LLMs.
Tokens.
Context windows.
Are these the new compilers, bytes, and RAM of this generation of software development, or perhaps new primitives for computing altogether?
Probably not. But for the sake of the argument, let’s suspend disbelief and treat them as such. I’ll stretch the analogy to its limits, just to make a point.
On July 16, 1969, at 8:32 AM CDT, Apollo 11’s Saturn V launched from Kennedy Space Center. Days later, it would land the first humans on the Moon. Onboard was one of the earliest computers of its kind: the Apollo Guidance Computer (AGC).
The AGC handled every phase of the mission, guidance, navigation, and control, from launch to splashdown. At any moment, it was juggling an enormous number of critical tasks.
40 KB.
That was the AGC’s RAM. Forty kilobytes carried the computation that put humans on the Moon.
Now consider:
A token.
A kilotoken.
A megatoken.
A gigatoken.
A teratoken.
200 kilotokens (200KT).
1 megatoken (1MT).
What can 200KT do today?
First, we used it to document large codebases.
Then we used it to write tests.
Now it can implement features end-to-end, doing both of the above along the way.
So what future are we imagining?
Many developers who daily-drive tools like Claude Code, Cursor, or Antigravity believe the endgame is simple: we describe what we want, the AI builds it, maintains it, processes bug reports, and ships features autonomously.
But
Context size is the constraint.
200KT isn’t enough.
Neither is 1MT.
Neither will 1GT or even 1TT.
So what do we do?
We route around it.
We send only what’s necessary for a specific task, and nothing more.
A task becomes an atomic operation on the codebase: transforming it from one consistent state to another.
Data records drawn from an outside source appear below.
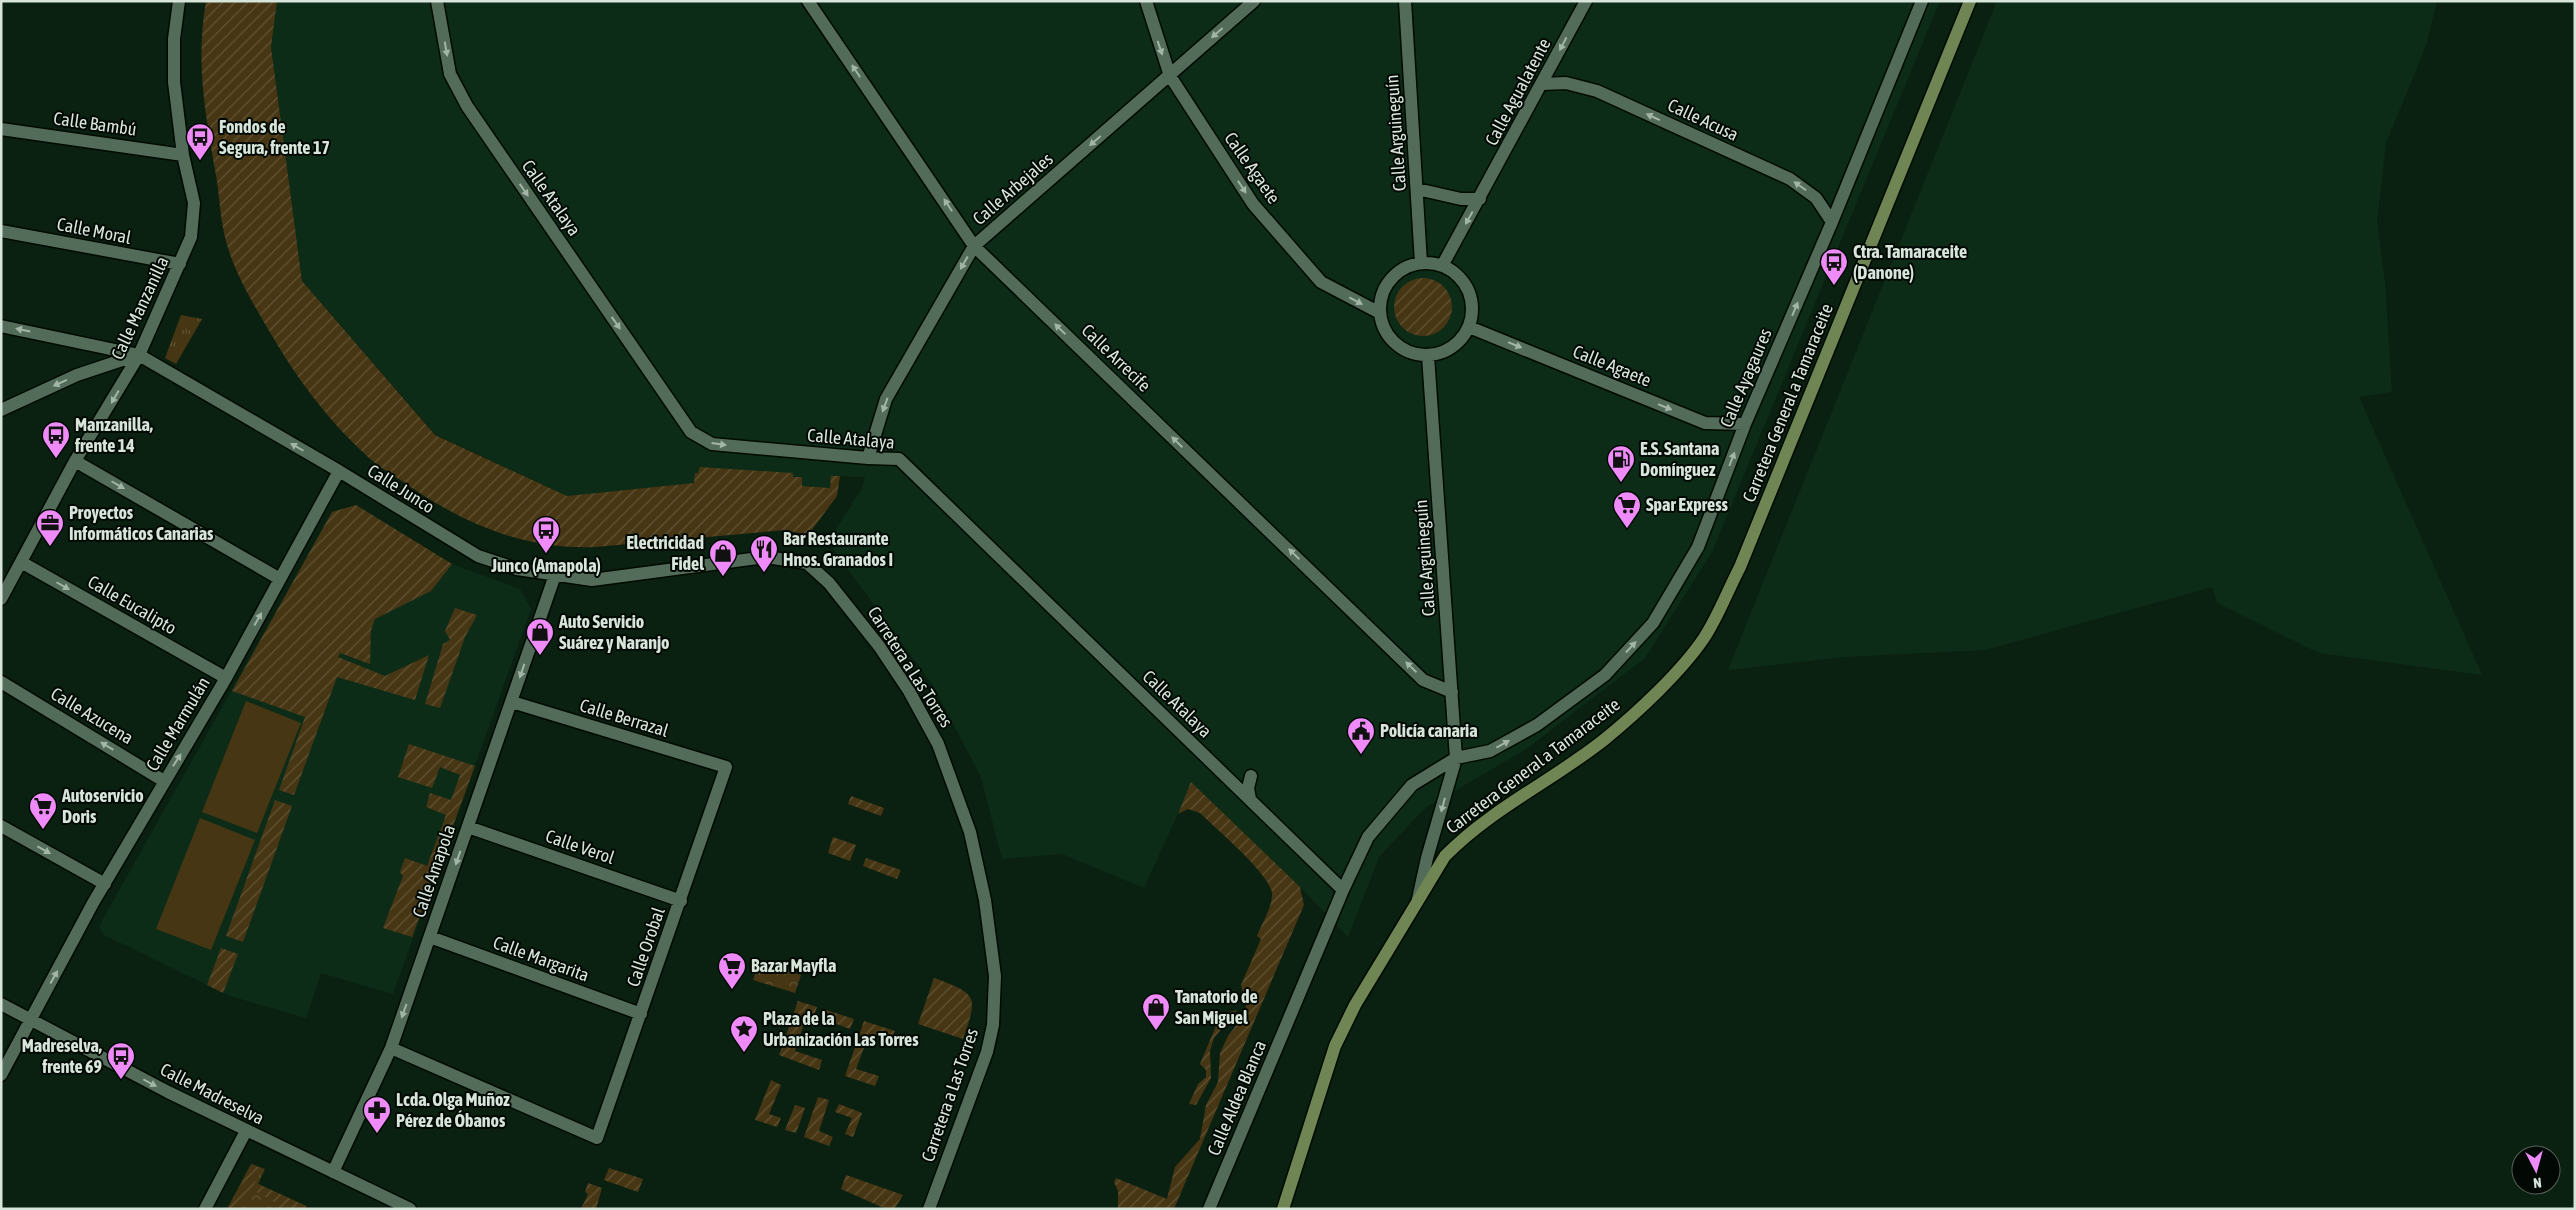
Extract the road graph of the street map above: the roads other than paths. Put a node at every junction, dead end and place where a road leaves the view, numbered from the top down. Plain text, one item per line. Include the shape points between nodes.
1 (179, 1) edge
2 (437, 1) edge
3 (808, 1) edge
4 (1146, 1) edge
5 (1254, 1) edge
6 (1404, 1) edge
7 (1586, 1) edge
8 (1922, 1) edge
9 (1970, 1) edge
10 (1170, 76) junction
11 (1542, 84) junction
12 (1, 129) edge
13 (183, 155) junction
14 (1417, 189) junction
15 (1480, 199) junction
16 (1832, 222) junction
17 (1, 231) edge
18 (974, 246) junction
19 (1421, 263) junction
20 (180, 264) junction
21 (1442, 266) junction
22 (1380, 313) junction
23 (1, 326) edge
24 (1469, 327) junction
25 (139, 355) junction
26 (1428, 356) junction
27 (1, 410) edge
28 (1745, 424) junction
29 (868, 458) junction
30 (75, 461) junction
31 (340, 471) junction
32 (21, 562) junction
33 (807, 563) joint
34 (555, 575) junction
35 (280, 578) junction
36 (1, 599) edge
37 (226, 678) junction
38 (1, 682) edge
39 (1452, 692) junction
40 (512, 702) junction
41 (1456, 758) junction
42 (726, 767) joint
43 (1251, 776) dead end
44 (164, 781) junction
45 (1250, 799) junction
46 (1, 826) edge
47 (468, 827) junction
48 (105, 884) junction
49 (1343, 890) junction
50 (1418, 899) junction
51 (681, 901) junction
52 (430, 937) junction
53 (1, 1004) edge
54 (641, 1014) junction
55 (30, 1020) junction
56 (391, 1048) junction
57 (1, 1075) edge
58 (246, 1131) junction
59 (333, 1172) junction
60 (205, 1209) edge
61 (410, 1209) edge
62 (929, 1209) edge
63 (1209, 1209) edge
64 (1283, 1209) edge

1 - 13 street, Calle Manzanilla via 174,39 174,82
2 -> 29 street, Calle Atalaya via 450,74 467,106 691,432 712,444
18 -> 3 street, Calle Arrecife
4 -> 10 street, Calle Agaete
5 -> 10 street, Calle Arbejales
6 - 14 street, Calle Arguineguín
7 -> 11 street, Calle Agualatente
8 - 16 street, Calle Ayagaures
9 - 50 main road, Carretera General a Tamaraceite via 1740,567 1704,638 1659,690 1604,739 1461,839 1445,856
10 -> 18 street, Calle Arbejales
10 -> 22 street, Calle Agaete via 1253,204 1321,282
11 - 15 street, Calle Agualatente
16 -> 11 street, Calle Acusa via 1816,198 1790,179 1597,91 1566,83
12 - 13 street, Calle Bambú
13 - 20 street, Calle Manzanilla via 194,202 191,237
14 - 15 street via 1461,199
14 - 19 street, Calle Arguineguín
15 -> 21 street, Calle Agualatente
28 -> 16 street, Calle Ayagaures
17 - 20 street, Calle Moral
18 -> 29 street, Calle Arbejales via 886,400
39 -> 18 street, Calle Arrecife via 1423,680
19 - 21 street
19 - 22 street via 1395,274 1386,286
20 - 25 street, Calle Manzanilla
21 - 24 street via 1465,284 1473,312
22 - 26 street via 1390,339 1414,354
25 -> 23 street, Calle Junco
24 - 26 street via 1453,348
24 -> 28 street, Calle Agaete via 1705,423
25 -> 27 street via 77,375
25 -> 30 street, Calle Manzanilla
31 -> 25 street, Calle Junco
26 - 39 street, Calle Arguineguín
41 -> 28 street, Calle Ayagaures via 1490,751 1537,725 1605,675 1653,623 1698,546
29 - 45 street, Calle Atalaya via 899,458
30 - 32 street, Calle Manzanilla
30 -> 35 street
31 - 34 street, Calle Junco via 478,556 517,569
31 - 35 street, Calle Marmulán
32 - 36 street, Calle Manzanilla
32 -> 37 street, Calle Eucalipto
33 - 34 street, Calle Junco via 766,558 592,580
33 - 62 street, Carretera a Las Torres via 829,583 879,646 938,744 970,832 985,900 995,976 993,1025 987,1052
34 -> 40 street, Calle Amapola
37 -> 35 street, Calle Marmulán
44 -> 37 street, Calle Marmulán
44 -> 38 street, Calle Azucena
39 - 41 street, Calle Arguineguín
40 - 42 street, Calle Berrazal
40 - 47 street, Calle Amapola
41 - 49 street, Calle Ayagaures via 1412,786 1368,837
41 -> 50 street, Calle Arguineguín
42 - 51 street, Calle Orobal
43 - 45 street
44 - 48 street, Calle Marmulán
45 - 49 street, Calle Atalaya
46 -> 48 street
47 - 51 street, Calle Verol
47 -> 52 street, Calle Amapola
55 -> 48 street, Calle Marmulán
49 - 63 street, Calle Aldea Blanca
50 - 64 main road, Carretera General a Tamaraceite via 1355,1005 1335,1046
51 - 54 street, Calle Orobal
52 - 54 street, Calle Margarita
52 -> 56 street, Calle Amapola
53 - 55 street, Calle Madreselva
54 - 56 street, Calle Orobal via 597,1138
55 - 57 street, Calle Marmulán
55 -> 58 street, Calle Madreselva
56 - 59 street, Calle Amapola
58 - 59 street, Calle Madreselva
58 - 60 street
59 - 61 street, Calle Madreselva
We provide the task and its dependencies, hand them to the compiler(the LLM), and expect it to resolve the change into a concrete set of operations.
Context windows are hard limits.
But how we use them is not.
By getting smarter about task decomposition and dependency selection, even 200KT is enough to make this future viable. And when 1TT finally arrives, we’ll have new problems to think about, rather than still wrestling with the basics of software development.
The journey toward smarter use of context windows has only just begun.
And there’s still a lot that needs to be built before this future becomes real.
I want to be part of building it, so I will be taking my AI skeptic hat off for a while.